An environmental activist has demanded clarity from the Sabah government regarding its proposal to reconsider an election promise to scrap the Tanjung Aru Eco Development (TAED) project.

Speaking to FMT, Sabah Environmental Protection Association president Lanash Thanda said she was concerned that the party or parties appointed to review the project might have interests in it.

She was referring to Deputy Chief Minister Christina Liew's recent statement that the project would be reviewed to see whether the original plan needed to be modified.

Liew's statement was a follow-up to an announcement Chief Minister Shafie Apdal made last July that his government considered the project "too important to the state" to be abandoned, thereby indicating that an election promise made by both Parti Warisan Sabah and Pakatan Harapan would not be honoured.

Lanash asked: "What do they want to review? Who will be doing the review? Can they guarantee the reviewers do not have vested interests in the project? Will the rule of law be followed?"

Another environmentalist, Save Open Space Kota Kinabalu spokesman SM Muthu, urged the government to respect the heritage value of Tanjung Aru and ensure that its decision on the project would be "for the greater good of all Sabahans".

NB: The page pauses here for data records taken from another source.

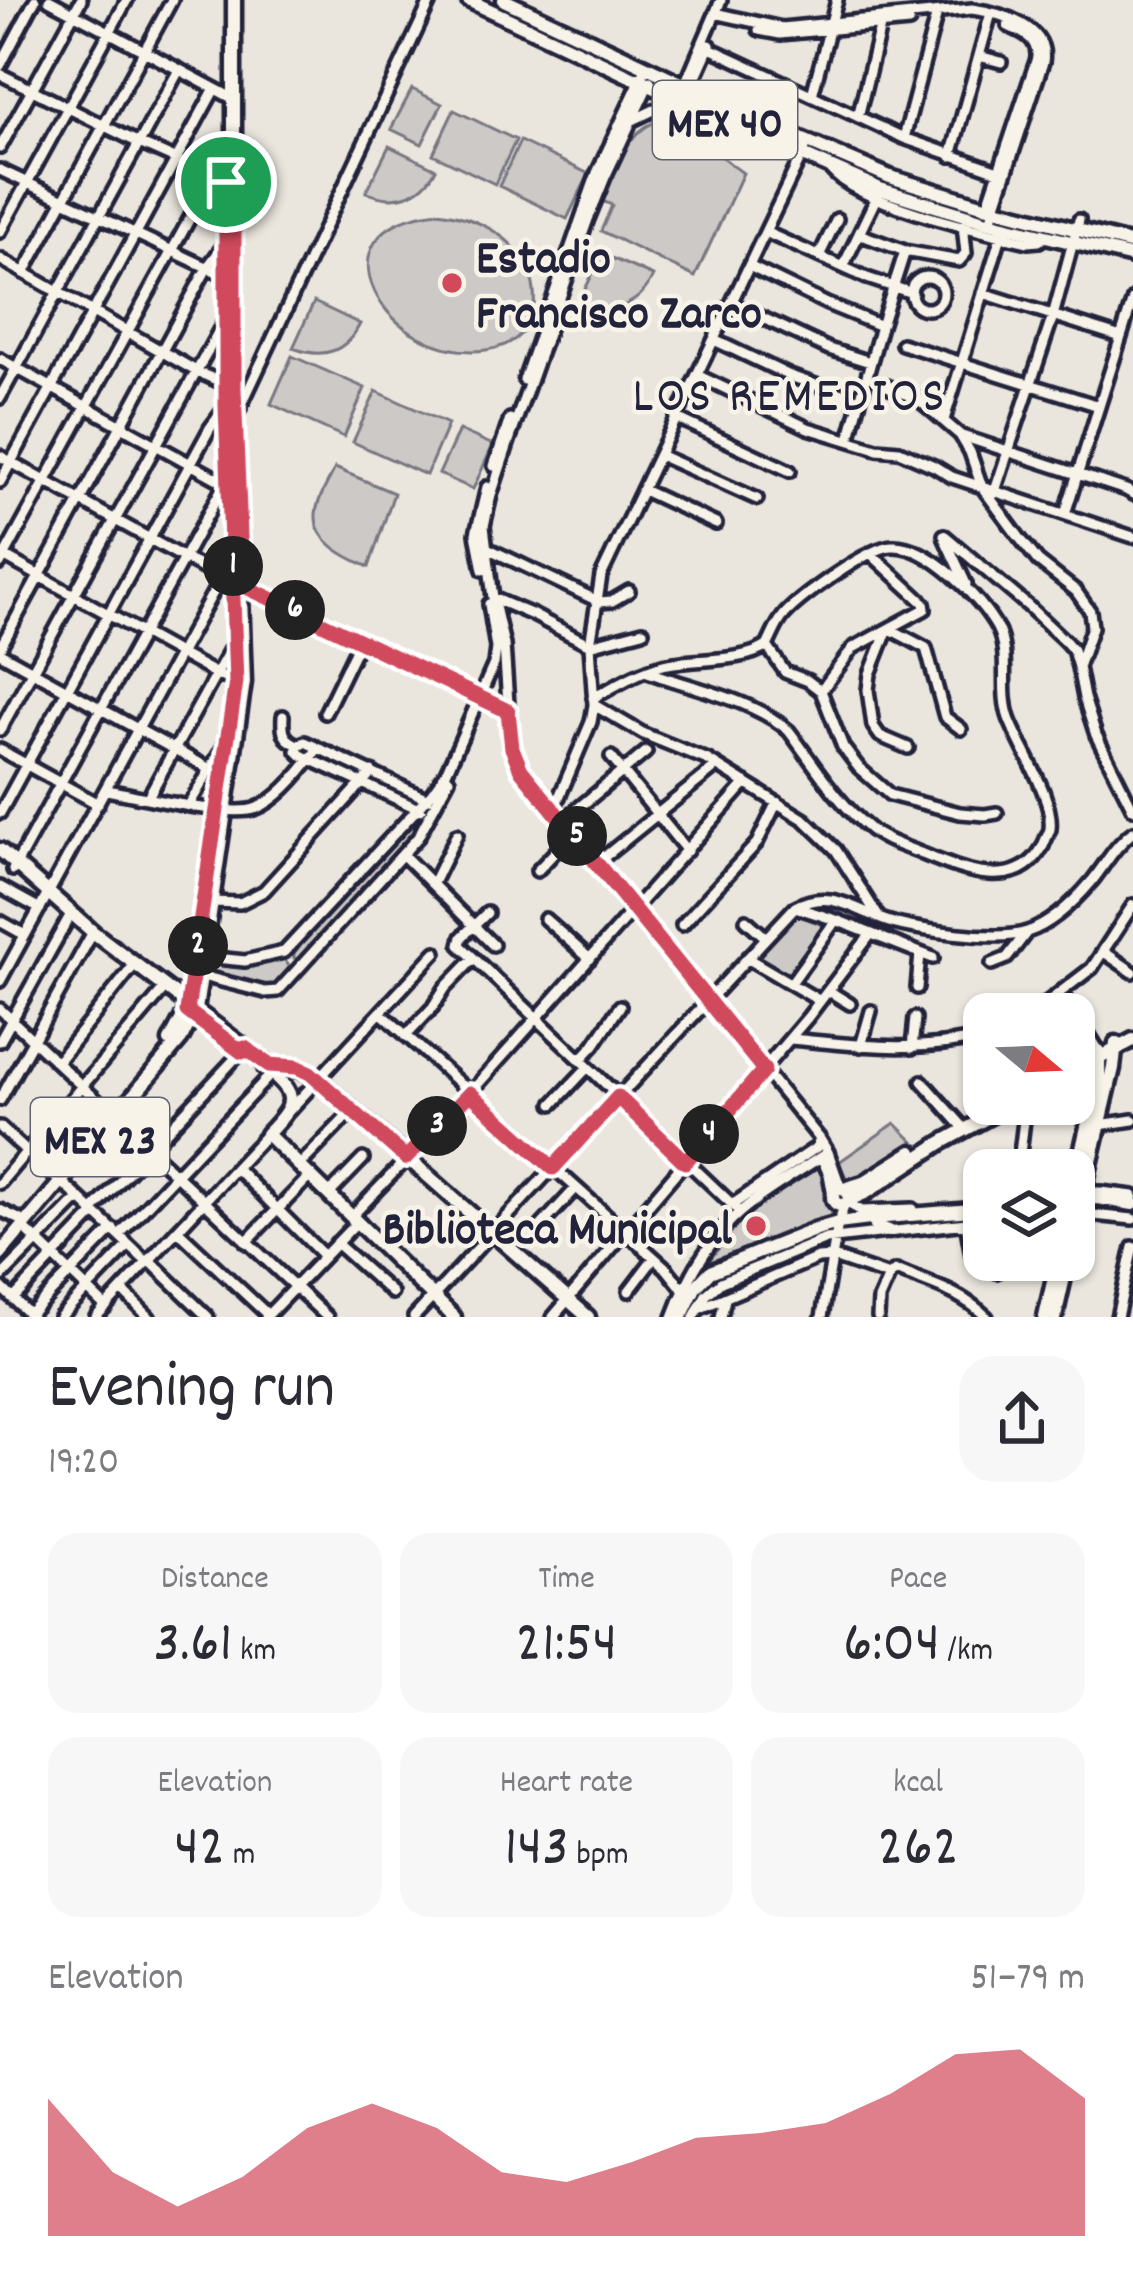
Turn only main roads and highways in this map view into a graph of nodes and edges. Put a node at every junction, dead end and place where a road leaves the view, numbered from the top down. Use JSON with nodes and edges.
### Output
{"nodes":[{"id":1,"x":230,"y":0,"type":"edge"},
{"id":2,"x":468,"y":0,"type":"edge"},
{"id":3,"x":503,"y":0,"type":"edge"},
{"id":4,"x":648,"y":75,"type":"junction"},
{"id":5,"x":796,"y":144,"type":"junction"},
{"id":6,"x":224,"y":181,"type":"junction"},
{"id":7,"x":920,"y":188,"type":"junction"},
{"id":8,"x":878,"y":193,"type":"junction"},
{"id":9,"x":989,"y":214,"type":"junction"},
{"id":10,"x":1031,"y":218,"type":"junction"},
{"id":11,"x":1016,"y":228,"type":"junction"},
{"id":12,"x":1076,"y":230,"type":"junction"},
{"id":13,"x":1042,"y":235,"type":"junction"},
{"id":14,"x":1133,"y":244,"type":"edge"},
{"id":15,"x":1133,"y":257,"type":"edge"},
{"id":16,"x":230,"y":278,"type":"junction"},
{"id":17,"x":236,"y":388,"type":"junction"},
{"id":18,"x":231,"y":424,"type":"junction"},
{"id":19,"x":232,"y":582,"type":"junction"},
{"id":20,"x":240,"y":682,"type":"junction"},
{"id":21,"x":226,"y":778,"type":"junction"},
{"id":22,"x":222,"y":810,"type":"junction"},
{"id":23,"x":0,"y":854,"type":"edge"},
{"id":24,"x":200,"y":956,"type":"junction"},
{"id":25,"x":191,"y":1010,"type":"junction"},
{"id":26,"x":207,"y":1026,"type":"junction"},
{"id":27,"x":1133,"y":1037,"type":"edge"},
{"id":28,"x":181,"y":1039,"type":"junction"},
{"id":29,"x":243,"y":1050,"type":"junction"},
{"id":30,"x":1108,"y":1056,"type":"junction"},
{"id":31,"x":1095,"y":1061,"type":"edge"},
{"id":32,"x":277,"y":1074,"type":"junction"},
{"id":33,"x":114,"y":1115,"type":"junction"},
{"id":34,"x":966,"y":1125,"type":"edge"},
{"id":35,"x":967,"y":1125,"type":"edge"},
{"id":36,"x":963,"y":1127,"type":"junction"},
{"id":37,"x":1086,"y":1149,"type":"edge"},
{"id":38,"x":1092,"y":1149,"type":"edge"},
{"id":39,"x":1095,"y":1202,"type":"edge"},
{"id":40,"x":1133,"y":1207,"type":"edge"},
{"id":41,"x":963,"y":1213,"type":"edge"},
{"id":42,"x":963,"y":1216,"type":"edge"},
{"id":43,"x":22,"y":1224,"type":"junction"},
{"id":44,"x":835,"y":1228,"type":"junction"},
{"id":45,"x":0,"y":1244,"type":"edge"},
{"id":46,"x":0,"y":1254,"type":"edge"},
{"id":47,"x":1053,"y":1281,"type":"edge"},
{"id":48,"x":1063,"y":1281,"type":"edge"},
{"id":49,"x":687,"y":1315,"type":"edge"},
{"id":50,"x":454,"y":1317,"type":"edge"},
{"id":51,"x":588,"y":1317,"type":"edge"},
{"id":52,"x":1045,"y":1317,"type":"edge"},
{"id":53,"x":1055,"y":1317,"type":"edge"}],
"edges":[{"from":1,"to":6,"type":"main road","number":"MEX 23"},
{"from":2,"to":4,"type":"main road","number":"MEX 40"},
{"from":3,"to":4,"type":"main road","number":"MEX 40"},
{"from":4,"to":5,"type":"main road","number":"MEX 40"},
{"from":5,"to":7,"type":"main road","number":"MEX 40"},
{"from":5,"to":8,"type":"main road","number":"MEX 40"},
{"from":6,"to":16,"type":"main road","number":"MEX 23"},
{"from":6,"to":16,"type":"main road","number":"MEX 23"},
{"from":7,"to":8,"type":"main road"},
{"from":7,"to":9,"type":"main road","number":"MEX 40"},
{"from":8,"to":9,"type":"main road","number":"MEX 40"},
{"from":9,"to":10,"type":"main road","number":"MEX 40"},
{"from":9,"to":11,"type":"main road","number":"MEX 40"},
{"from":10,"to":11,"type":"main road"},
{"from":10,"to":12,"type":"main road","number":"MEX 40"},
{"from":10,"to":13,"type":"main road"},
{"from":11,"to":13,"type":"main road","number":"MEX 40"},
{"from":12,"to":13,"type":"main road","number":"MEX 40"},
{"from":12,"to":14,"type":"main road","number":"MEX 40"},
{"from":12,"to":15,"type":"main road","number":"MEX 40"},
{"from":16,"to":17,"type":"main road","number":"MEX 23"},
{"from":17,"to":18,"type":"main road","number":"MEX 23"},
{"from":17,"to":18,"type":"main road","number":"MEX 23"},
{"from":18,"to":19,"type":"main road","number":"MEX 23"},
{"from":19,"to":20,"type":"main road","number":"MEX 23"},
{"from":19,"to":20,"type":"main road","number":"MEX 23"},
{"from":20,"to":21,"type":"main road","number":"MEX 23"},
{"from":20,"to":21,"type":"main road","number":"MEX 23"},
{"from":21,"to":22,"type":"main road","number":"MEX 23"},
{"from":22,"to":24,"type":"main road","number":"MEX 23"},
{"from":22,"to":24,"type":"main road","number":"MEX 23"},
{"from":23,"to":25,"type":"main road"},
{"from":24,"to":25,"type":"main road","number":"MEX 23"},
{"from":25,"to":26,"type":"main road"},
{"from":25,"to":28,"type":"main road","number":"MEX 23"},
{"from":25,"to":29,"type":"main road"},
{"from":25,"to":33,"type":"main road","number":"MEX 23"},
{"from":26,"to":28,"type":"main road"},
{"from":26,"to":29,"type":"main road"},
{"from":27,"to":30,"type":"main road"},
{"from":28,"to":33,"type":"main road","number":"MEX 23"},
{"from":29,"to":32,"type":"main road"},
{"from":30,"to":31,"type":"main road"},
{"from":30,"to":37,"type":"main road"},
{"from":30,"to":38,"type":"main road"},
{"from":32,"to":50,"type":"main road"},
{"from":32,"to":51,"type":"main road"},
{"from":33,"to":43,"type":"main road","number":"MEX 23"},
{"from":34,"to":36,"type":"main road"},
{"from":35,"to":36,"type":"main road"},
{"from":36,"to":44,"type":"main road"},
{"from":39,"to":40,"type":"main road"},
{"from":41,"to":44,"type":"main road"},
{"from":42,"to":44,"type":"main road"},
{"from":43,"to":45,"type":"main road","number":"MEX 23"},
{"from":43,"to":46,"type":"main road","number":"MEX 23"},
{"from":44,"to":49,"type":"main road"},
{"from":47,"to":52,"type":"main road"},
{"from":48,"to":53,"type":"main road"}]}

The project, which is expected to cost RM7.1 billion, was conceptualised by the previous government and is supposed to be owned wholly by the state. It is aimed at raising Sabah's eco-tourism profile, attracting investments and addressing the problems of pollution and erosion that the Tanjung Aru area has suffered for years.

TAED will sit on largely reclaimed land and will have about 4,500 apartments, 150 villas, 475 terraced houses, six hotels and 60,000 square metres of retail space.

Lanash has often spoken of the "potential environmental catastrophe" the project may cause but she said the loss of public spaces was also a major concern.

She criticised the plan's reference to a golf course as a public space, denouncing it as misleading.

She added: "The Tanjung Aru folks and all Kota Kinabalu citizens are more than happy to see the Tanjung Aru beaches cleaned up and their surroundings improved. However, it is evident that this project is beneficial only to foreigners."

She noted that an environmental impact assessment of the project had been carried out and demanded that the report be posted on the Environment Protection Department website, which was last updated in 2016.